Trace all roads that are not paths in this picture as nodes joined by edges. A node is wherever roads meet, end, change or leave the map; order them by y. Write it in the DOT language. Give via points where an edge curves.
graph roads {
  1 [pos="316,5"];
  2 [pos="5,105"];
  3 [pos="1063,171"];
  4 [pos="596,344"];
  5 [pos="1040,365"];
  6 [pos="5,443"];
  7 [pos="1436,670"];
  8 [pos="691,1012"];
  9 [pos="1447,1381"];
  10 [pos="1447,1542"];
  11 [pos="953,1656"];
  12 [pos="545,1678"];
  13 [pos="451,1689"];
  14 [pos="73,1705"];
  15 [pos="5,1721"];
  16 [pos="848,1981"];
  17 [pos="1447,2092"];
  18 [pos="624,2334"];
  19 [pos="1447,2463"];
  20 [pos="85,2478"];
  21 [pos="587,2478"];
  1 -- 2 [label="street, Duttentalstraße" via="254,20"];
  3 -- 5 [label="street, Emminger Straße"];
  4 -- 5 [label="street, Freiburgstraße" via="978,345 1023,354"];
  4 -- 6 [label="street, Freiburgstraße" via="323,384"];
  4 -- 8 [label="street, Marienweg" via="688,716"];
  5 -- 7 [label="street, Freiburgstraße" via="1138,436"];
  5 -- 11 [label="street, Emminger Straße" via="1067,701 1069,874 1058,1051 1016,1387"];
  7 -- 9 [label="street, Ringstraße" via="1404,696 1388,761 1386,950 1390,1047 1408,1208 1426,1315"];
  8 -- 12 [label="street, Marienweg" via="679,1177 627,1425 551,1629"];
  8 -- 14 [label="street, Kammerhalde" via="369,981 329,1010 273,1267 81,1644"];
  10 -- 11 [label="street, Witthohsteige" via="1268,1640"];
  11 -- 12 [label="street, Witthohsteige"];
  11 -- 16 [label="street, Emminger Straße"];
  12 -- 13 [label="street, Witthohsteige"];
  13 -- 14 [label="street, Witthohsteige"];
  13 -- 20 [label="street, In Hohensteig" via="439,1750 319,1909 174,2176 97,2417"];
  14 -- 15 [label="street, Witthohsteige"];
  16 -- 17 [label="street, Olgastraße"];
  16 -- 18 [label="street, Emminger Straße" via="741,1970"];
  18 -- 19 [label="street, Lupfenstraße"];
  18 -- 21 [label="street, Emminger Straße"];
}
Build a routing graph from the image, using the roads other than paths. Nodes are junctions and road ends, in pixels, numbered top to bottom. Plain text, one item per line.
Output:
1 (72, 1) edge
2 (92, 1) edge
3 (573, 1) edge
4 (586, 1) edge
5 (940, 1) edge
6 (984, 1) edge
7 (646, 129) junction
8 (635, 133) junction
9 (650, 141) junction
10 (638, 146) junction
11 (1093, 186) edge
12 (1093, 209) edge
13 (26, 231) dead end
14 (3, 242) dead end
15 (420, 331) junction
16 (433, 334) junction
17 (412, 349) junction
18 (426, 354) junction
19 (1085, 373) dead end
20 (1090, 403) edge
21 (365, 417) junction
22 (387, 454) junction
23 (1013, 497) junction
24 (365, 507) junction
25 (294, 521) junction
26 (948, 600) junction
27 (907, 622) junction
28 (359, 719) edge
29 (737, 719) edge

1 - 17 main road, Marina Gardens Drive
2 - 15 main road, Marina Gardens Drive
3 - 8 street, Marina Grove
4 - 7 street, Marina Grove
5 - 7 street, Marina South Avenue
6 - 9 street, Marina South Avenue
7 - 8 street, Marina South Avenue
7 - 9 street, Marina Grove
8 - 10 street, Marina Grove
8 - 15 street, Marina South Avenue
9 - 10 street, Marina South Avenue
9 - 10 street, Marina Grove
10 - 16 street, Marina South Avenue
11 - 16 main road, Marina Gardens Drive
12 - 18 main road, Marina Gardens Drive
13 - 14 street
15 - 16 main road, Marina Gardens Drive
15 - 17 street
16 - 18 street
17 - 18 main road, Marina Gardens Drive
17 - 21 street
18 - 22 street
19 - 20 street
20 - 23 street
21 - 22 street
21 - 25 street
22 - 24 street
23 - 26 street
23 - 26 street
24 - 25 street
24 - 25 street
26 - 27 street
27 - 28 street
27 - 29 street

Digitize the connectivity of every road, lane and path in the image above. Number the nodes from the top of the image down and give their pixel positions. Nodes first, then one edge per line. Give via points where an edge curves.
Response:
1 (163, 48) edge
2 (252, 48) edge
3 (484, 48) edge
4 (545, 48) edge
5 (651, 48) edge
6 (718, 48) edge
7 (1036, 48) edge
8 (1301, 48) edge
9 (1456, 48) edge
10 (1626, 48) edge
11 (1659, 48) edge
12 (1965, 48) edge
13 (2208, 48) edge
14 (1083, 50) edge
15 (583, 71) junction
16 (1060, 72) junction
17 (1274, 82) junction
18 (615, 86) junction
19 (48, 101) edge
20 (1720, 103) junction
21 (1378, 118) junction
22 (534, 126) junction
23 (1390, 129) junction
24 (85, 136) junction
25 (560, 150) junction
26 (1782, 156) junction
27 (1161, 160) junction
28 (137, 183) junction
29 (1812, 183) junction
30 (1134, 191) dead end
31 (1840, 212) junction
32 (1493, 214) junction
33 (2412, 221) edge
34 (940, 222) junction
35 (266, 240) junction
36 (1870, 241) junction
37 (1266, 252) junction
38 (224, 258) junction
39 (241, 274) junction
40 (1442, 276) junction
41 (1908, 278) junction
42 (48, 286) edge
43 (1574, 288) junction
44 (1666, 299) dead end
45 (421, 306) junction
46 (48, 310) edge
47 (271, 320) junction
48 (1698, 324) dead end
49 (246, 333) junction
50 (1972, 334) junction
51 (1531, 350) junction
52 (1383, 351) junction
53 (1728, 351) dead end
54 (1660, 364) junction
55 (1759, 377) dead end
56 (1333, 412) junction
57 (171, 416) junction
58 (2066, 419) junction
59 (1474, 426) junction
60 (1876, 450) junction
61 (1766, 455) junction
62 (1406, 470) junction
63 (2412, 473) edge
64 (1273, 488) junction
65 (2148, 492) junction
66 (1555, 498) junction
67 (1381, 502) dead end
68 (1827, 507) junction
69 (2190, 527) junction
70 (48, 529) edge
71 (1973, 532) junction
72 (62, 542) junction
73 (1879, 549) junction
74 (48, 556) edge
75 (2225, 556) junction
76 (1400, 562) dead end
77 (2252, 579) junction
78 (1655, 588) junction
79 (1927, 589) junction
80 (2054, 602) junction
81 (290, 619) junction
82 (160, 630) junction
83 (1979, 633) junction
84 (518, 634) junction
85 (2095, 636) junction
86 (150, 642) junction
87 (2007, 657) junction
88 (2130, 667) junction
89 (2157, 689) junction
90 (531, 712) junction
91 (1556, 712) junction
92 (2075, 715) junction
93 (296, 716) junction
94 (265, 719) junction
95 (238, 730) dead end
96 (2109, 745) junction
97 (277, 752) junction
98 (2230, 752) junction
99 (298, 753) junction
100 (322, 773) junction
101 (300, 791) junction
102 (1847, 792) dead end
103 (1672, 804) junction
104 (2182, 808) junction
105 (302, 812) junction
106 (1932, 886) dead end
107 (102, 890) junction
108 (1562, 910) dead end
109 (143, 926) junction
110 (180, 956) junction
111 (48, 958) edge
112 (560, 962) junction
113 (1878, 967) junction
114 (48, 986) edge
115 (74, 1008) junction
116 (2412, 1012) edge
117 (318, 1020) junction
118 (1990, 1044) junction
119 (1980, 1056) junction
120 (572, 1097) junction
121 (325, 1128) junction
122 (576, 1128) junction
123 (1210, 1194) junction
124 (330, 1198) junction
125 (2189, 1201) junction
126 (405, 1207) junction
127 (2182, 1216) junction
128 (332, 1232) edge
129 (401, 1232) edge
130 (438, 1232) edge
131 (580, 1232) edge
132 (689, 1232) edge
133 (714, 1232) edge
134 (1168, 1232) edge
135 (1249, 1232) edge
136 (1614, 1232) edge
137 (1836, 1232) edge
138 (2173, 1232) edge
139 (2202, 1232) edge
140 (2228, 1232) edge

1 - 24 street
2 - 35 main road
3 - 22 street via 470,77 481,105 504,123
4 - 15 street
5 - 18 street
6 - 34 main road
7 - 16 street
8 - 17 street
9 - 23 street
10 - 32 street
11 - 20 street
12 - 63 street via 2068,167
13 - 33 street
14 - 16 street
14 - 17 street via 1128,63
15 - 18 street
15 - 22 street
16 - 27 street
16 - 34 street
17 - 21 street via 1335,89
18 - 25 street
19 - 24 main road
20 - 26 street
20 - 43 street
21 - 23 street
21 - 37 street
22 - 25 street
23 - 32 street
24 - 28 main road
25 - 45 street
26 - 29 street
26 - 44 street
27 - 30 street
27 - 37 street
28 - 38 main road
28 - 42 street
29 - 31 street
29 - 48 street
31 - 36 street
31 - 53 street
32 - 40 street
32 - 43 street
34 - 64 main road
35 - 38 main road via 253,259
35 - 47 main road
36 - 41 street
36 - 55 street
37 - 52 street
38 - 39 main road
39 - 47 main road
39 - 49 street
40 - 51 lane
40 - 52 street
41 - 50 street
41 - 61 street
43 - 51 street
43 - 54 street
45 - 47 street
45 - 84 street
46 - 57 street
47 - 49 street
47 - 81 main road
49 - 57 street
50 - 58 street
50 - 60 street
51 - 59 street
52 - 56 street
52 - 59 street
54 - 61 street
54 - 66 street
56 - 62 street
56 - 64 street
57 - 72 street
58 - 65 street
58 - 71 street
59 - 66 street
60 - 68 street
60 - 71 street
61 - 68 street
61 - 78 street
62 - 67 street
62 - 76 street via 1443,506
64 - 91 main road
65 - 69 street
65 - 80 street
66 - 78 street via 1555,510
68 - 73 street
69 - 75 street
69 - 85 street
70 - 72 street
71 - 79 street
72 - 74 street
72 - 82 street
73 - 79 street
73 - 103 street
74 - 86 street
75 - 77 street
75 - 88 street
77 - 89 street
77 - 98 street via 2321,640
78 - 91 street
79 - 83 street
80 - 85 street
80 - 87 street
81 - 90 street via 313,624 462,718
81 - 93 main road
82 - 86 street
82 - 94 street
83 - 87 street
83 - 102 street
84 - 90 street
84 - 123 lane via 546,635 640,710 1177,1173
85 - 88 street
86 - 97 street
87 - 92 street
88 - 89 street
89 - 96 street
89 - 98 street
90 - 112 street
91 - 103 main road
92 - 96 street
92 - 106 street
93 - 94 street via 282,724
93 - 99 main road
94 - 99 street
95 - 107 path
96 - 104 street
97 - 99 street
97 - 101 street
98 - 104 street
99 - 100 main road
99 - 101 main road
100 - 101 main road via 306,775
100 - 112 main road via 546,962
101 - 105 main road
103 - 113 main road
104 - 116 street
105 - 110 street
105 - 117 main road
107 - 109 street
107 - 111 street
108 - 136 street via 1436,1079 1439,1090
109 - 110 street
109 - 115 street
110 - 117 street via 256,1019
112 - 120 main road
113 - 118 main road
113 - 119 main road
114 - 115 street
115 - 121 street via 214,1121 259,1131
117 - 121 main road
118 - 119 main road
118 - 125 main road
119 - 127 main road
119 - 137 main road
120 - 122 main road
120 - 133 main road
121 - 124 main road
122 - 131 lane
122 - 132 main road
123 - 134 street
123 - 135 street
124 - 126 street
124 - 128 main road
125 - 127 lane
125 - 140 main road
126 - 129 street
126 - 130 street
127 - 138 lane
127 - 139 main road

◆ ◆ ◆ ◆ ◆ ◆ ◆

→ **Your goal**: Using the records above, find and show each line with the string "Grove".

→ **Result of this exercise**:
3 - 8 street, Marina Grove
4 - 7 street, Marina Grove
7 - 9 street, Marina Grove
8 - 10 street, Marina Grove
9 - 10 street, Marina Grove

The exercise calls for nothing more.